Analysis: Q3 statistics show Brexit insolvency rise and ‘shadowy’ behaviour

Analysis: Q3 statistics show Brexit insolvency rise and 'shadowy' behaviour

Brexit, and some directors looking to shut down their companies without further recourse, have contributed to the current insolvency landscape, investigates Stephanie Wix

The number of business closures have risen since the Brexit vote, according to the Q3 insolvency statistics released by HMRC last week.

Business insolvencies are up by 2.2% and voluntary liquidations are up by 5.5%, showing that more businesses are choosing to close.

Simon Underwood, partner and business recovery specialist at Menzies, commented on Brexit “hitting home”: “Currency fluctuations and the challenging UK financial market have left many businesses stuck facing rising costs.”

The rise in voluntary liquidations is a worrying trend, in that business owners are deciding their company is not financially viable. Adopting a cautious cash management approach should ensure that businesses are in the ‘best position possible’ to handle the continuing impact of Brexit.

More regulatory control

Underwood added: “Government should consider introducing more fiscal support and reducing regulatory controls for SMEs. Businesses could work with suppliers to alleviate pressure across their supply chains and identify the burden of additional costs with customers.”

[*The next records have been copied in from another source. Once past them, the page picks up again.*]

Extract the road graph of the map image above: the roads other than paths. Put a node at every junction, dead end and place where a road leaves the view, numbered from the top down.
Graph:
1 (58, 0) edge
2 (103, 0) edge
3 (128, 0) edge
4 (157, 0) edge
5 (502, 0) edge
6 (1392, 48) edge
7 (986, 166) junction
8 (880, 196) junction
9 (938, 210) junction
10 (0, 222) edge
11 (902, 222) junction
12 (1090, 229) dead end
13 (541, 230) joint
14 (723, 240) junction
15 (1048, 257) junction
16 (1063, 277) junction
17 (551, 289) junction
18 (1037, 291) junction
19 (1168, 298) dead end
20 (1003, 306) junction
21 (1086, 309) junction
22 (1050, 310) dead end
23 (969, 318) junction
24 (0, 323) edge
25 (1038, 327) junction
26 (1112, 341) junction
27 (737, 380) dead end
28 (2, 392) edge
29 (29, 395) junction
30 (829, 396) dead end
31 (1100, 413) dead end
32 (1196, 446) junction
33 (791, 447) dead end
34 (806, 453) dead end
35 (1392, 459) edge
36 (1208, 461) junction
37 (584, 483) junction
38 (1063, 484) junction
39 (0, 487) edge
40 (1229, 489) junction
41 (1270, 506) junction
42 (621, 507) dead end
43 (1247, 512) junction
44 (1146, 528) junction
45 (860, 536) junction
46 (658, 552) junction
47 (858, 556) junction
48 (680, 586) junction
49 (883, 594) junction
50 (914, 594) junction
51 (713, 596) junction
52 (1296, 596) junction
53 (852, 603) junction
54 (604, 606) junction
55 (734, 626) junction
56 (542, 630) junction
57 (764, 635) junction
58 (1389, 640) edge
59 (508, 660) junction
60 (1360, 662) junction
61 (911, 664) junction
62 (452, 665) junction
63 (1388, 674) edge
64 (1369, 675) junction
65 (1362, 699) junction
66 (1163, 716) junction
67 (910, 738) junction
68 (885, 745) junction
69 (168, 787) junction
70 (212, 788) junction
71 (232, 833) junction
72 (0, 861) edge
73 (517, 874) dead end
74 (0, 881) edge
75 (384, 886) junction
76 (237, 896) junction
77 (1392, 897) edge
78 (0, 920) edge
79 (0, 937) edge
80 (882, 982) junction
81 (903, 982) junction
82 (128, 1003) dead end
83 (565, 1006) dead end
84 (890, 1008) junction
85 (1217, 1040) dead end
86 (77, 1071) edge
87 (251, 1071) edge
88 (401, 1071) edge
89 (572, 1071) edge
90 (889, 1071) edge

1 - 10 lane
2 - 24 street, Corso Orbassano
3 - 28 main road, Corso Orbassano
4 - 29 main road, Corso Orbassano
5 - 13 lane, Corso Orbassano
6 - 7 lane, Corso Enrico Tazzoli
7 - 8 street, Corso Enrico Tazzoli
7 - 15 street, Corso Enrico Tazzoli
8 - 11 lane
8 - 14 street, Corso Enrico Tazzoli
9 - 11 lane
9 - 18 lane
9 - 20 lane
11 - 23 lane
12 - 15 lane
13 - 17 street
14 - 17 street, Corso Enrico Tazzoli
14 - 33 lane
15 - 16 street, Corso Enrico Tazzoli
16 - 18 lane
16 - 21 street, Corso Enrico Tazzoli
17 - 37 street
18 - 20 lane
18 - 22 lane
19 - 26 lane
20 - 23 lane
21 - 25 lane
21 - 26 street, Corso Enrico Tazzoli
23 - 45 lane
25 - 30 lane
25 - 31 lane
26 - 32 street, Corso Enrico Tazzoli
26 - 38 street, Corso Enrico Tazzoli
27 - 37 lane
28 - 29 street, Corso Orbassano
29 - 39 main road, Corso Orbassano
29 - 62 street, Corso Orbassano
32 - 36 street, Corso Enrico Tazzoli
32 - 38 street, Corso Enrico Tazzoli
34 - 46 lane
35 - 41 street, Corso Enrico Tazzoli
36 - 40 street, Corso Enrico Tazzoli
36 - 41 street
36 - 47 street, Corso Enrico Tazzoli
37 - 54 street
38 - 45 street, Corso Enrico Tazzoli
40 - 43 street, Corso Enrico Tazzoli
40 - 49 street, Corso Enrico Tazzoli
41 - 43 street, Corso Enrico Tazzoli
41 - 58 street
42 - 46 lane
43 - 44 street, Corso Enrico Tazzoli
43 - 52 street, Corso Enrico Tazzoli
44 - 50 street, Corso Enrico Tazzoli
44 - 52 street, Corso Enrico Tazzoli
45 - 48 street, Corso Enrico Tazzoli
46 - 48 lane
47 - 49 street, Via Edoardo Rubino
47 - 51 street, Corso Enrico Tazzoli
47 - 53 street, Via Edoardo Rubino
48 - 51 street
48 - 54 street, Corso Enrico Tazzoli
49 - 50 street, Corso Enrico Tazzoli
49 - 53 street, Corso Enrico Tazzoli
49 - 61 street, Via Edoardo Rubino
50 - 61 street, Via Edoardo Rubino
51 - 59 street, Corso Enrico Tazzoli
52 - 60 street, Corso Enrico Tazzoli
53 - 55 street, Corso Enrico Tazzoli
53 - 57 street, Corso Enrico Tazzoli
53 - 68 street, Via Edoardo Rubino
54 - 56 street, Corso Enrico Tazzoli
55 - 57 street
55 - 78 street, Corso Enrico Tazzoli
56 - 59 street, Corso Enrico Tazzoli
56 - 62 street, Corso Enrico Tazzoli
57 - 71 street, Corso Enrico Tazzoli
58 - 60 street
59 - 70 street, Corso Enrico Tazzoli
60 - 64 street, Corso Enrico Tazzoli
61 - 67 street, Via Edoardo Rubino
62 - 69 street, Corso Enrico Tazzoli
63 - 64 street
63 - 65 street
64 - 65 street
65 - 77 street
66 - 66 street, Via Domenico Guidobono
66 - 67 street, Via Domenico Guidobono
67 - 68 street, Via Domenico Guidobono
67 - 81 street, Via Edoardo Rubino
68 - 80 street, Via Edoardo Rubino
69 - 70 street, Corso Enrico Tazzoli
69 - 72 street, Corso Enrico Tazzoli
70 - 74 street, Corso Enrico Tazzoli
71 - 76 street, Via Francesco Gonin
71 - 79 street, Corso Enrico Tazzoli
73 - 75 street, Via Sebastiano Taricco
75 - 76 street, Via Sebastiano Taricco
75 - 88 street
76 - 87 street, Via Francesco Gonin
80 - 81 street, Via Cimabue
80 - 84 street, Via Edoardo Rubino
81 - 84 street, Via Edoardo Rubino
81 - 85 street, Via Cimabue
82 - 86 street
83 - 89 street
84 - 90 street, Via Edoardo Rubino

An estimated total of 3,633 companies entered insolvency in Q3 2016, which was 2.2% higher than Q2 2016 and 1.1% higher than Q3 2015. Case numbers have been flat for the past year, proceeding a trend of decrease from 2011 through to 2015.

 

q3-insolvencies 2016

Shadowy behaviour

Brian Johnson, insolvency partner at HW Fisher & Co, said some companies were “avoiding scrutiny”.

“There are two reasons for the flat insolvency figures, on the one hand, modern recovery and rescue procedures which are more robust than they used to be. On the other hand, a lot of companies that should have gone through a formal insolvency procedure are managing to be struck off the register, avoiding scrutiny.”

Johnson said a lack of resources at HMRC, which policed the area, was making the voluntary route attractive for some directors: The ‘black insolvency economy’ is a controversial issue, as many company directors are managing to effectively shirk their responsibilities and shut up shop without an investigation or consequences.”

The Q3 BCM and Economic Forecast data from ICAEW highlighted a dip in business confidence and business investment.

“Businesses are not employing solid financial management to deal with a tumultuous economic landscape”, said Clive Lewis, head of enterprise, ICAEW.

Insolvency framework review

The Review of the Corporate Insolvency Framework, published by the Insolvency Service last month, has prompted fearful responses from the credit community on the fall of businesses, that may be disproportionately protected at the expense of their creditors.

There were four key areas of proposed reform to help financially distressed companies which included; creating a new Moratorium period, provision to require essential suppliers, the creation of a new restructuring plan and measures to encourage ‘rescue finance’.

In terms of the Rescue Finance proposal, most agreed that a lack of finance rarely prevents the rescue of viable businesses; the existing framework does permit rescue financing, which there is currently a market for.

Philip King, chief executive of CICM, said that the compelling arguments surrounding the proposals might be ignored: “A move to a new model, similar to Chapter 11 for UK businesses heading towards insolvency, could have serious, unintended consequences for creditors, cashflow and thousands of small businesses within the supply chain.”